What has been described as a worldwide “pandemic” of obesity is often accompanied by a buildup of fatty tissue in the liver that can lead to liver failure and cancer, and which contributes to cardiovascular and kidney disease.
Currently, methods to detect early, obesity-related accumulation of fat in the liver other than a liver biopsy — the surgical removal of liver tissue for microscopic examination — are limited. But there is hope.
An international research team led by Vanderbilt University Medical Center, the Translational Genomics Research Institute (TGen) in Phoenix, Massachusetts General Hospital, and the University of Edinburgh has identified a “proteomic signature” of circulating proteins in the blood that reflect the progression of metabolic-associated steatotic (fatty) liver disease, or MASLD.
Their findings, reported Dec. 17 in the journal Cell Reports Medicine, open the door to the first noninvasive “liquid biopsy” of the liver, which, in turn, could lead to the discovery of diagnostic biomarkers and to new ways to stop and reverse MASLD before it causes irreversible damage.
“By looking at blood-based markers, we can detect changes that reflect the liver’s condition, potentially reducing the need for biopsies,” said the paper’s corresponding author, Ravi Shah, MD, professor of Medicine and director of Clinical and Translational Research in the Division of Cardiovascular Medicine at VUMC.
“This approach may open up new possibilities for screening for and tracking metabolic liver disease, particularly in large populations where invasive biopsies are clinically risky,” said Shah, who holds the Gottlieb C. Friesinger II Chair in Cardiovascular Medicine.
The study applied a translational approach, including multimodal imaging and broad proteomic profiling, to identify proteins largely encoded by genes in the liver that are expressed differentially during progressive stages of fat accumulation (steatosis).
“Our team used single-cell and spatial transcriptomics approaches to localize the steatosis-associated genes within primary liver tissue and examine how they differ between healthy and steatotic livers,” said Nicholas Banovich, PhD, director of TGen’s Bioinnovation and Genome Sciences Division, and with Shah, one of the paper’s four senior authors.

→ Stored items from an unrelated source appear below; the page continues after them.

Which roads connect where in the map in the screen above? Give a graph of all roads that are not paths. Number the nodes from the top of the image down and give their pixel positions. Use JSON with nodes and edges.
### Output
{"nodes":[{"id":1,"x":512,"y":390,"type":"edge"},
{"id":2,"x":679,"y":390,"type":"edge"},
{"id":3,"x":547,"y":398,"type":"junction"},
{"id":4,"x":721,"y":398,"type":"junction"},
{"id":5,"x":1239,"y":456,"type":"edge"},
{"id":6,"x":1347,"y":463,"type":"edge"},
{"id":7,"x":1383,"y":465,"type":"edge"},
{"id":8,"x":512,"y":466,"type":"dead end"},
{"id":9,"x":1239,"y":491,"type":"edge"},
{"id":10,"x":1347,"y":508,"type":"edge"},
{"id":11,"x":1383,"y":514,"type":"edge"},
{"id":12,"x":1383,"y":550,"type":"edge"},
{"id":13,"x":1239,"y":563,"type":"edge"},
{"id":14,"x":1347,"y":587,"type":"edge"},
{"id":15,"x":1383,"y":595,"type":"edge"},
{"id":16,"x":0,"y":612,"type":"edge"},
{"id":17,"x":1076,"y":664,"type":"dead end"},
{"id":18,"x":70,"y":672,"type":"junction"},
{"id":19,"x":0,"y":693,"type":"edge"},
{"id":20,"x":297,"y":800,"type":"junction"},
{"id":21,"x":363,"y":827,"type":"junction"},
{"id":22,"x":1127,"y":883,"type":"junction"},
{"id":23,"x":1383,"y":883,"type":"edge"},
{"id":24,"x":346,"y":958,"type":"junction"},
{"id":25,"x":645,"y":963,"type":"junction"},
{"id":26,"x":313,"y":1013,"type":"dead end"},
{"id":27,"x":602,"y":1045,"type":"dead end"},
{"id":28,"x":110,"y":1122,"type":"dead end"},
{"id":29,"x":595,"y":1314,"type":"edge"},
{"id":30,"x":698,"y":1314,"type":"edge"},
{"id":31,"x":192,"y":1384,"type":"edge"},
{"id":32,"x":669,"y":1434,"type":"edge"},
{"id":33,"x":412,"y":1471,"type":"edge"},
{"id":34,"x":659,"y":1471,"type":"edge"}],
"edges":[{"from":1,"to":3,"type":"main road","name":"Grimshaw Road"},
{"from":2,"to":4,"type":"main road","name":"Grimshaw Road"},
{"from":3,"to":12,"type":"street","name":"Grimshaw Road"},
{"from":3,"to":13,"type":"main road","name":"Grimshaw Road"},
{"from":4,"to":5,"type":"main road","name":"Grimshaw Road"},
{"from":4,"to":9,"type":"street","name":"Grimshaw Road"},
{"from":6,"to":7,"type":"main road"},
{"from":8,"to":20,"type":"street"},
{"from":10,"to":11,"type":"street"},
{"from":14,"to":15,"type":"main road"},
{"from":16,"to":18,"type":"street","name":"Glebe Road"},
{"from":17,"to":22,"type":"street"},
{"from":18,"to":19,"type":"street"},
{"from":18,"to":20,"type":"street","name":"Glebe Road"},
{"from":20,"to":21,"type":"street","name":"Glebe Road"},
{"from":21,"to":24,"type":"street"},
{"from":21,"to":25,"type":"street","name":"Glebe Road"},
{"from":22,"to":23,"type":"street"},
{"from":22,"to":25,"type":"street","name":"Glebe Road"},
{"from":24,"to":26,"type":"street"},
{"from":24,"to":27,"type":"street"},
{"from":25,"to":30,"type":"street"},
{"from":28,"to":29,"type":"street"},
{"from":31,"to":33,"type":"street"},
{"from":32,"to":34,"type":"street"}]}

The researchers correlated proteomic data (levels of circulating proteins previously implicated in the development of MASLD) with noninvasive imaging studies to determine the extent of fat accumulation in three research cohorts totaling about 5,000 individuals.
They mapped the expression of implicated proteins across the liver at different stages of disease, then tested the accuracy of the resulting “proteomic signature” against the clinical outcomes of more than 26,000 individuals whose biological samples are stored in the UK Biobank
To validate the specificity of the biomarkers they had discovered, they created a “liver-on-a-chip” model and measured changes in gene expression in laboratory-grown liver cells following exposure to fatty acids.
“By contextualizing these changes, we are able to shift from predictors of disease to potential mechanisms,” said TGen’s Niran Hadad, PhD, a co-first author on the study. TGen is an affiliate of City of Hope, based in Duarte, California.
In addition to Hadad, the paper’s first authors were Andrew Perry, MD, Eric Farber-Eger and Rashedeh Roshani (VUMC/Vanderbilt University School of Medicine), Emeli Chatterjee, PhD (National Institute on Aging), and Maria Jimenez-Ramos (Harvard Medical School/Beth Israel Deaconess Medical Center).
The other senior authors were Jonathan Fallowfield, PhD, of the University of Edinburgh Institute for Regeneration and Repair, and Saumya Das, MD, PhD, of the MGH Cardiovascular Research Center.
Other VUMC co-authors were Lindsey Stolze, PhD, Michael Betti, Shilin Zhao, PhD, Shi Huang, PhD, Kaushik Amancherla, MD, Samuel Bailin, MD, MSCI, Curtis Gabriel, MD, PhD, John Koethe, MD, MSCI, Jeffrey Carr, MD, MSc, Nataraja Sarma Vaitinadin, MBBS, PhD, MPH, Jane Freedman, MD, Kahraman Tanriverdi, PhD, Jennifer Below, PhD, Quinn Wells, MD, PharmD, MSCI, and Eric Gamazon, PhD, MS.
The research was supported in part by National Institutes of Health grants R01HL122477, R35HL150807, UH3TR002878 and UL1TR000371, and by Innovate UK and the Medical Research Council Precision Medicine Doctoral Training Program.
TGen and VUMC researchers previously have collaborated to determine the genetic basis for pulmonary fibrosis, an incurable respiratory disorder characterized by scarring and loss of functional lung tissue. Shah and colleagues have used proteomic profiling to predict cardiovascular fitness.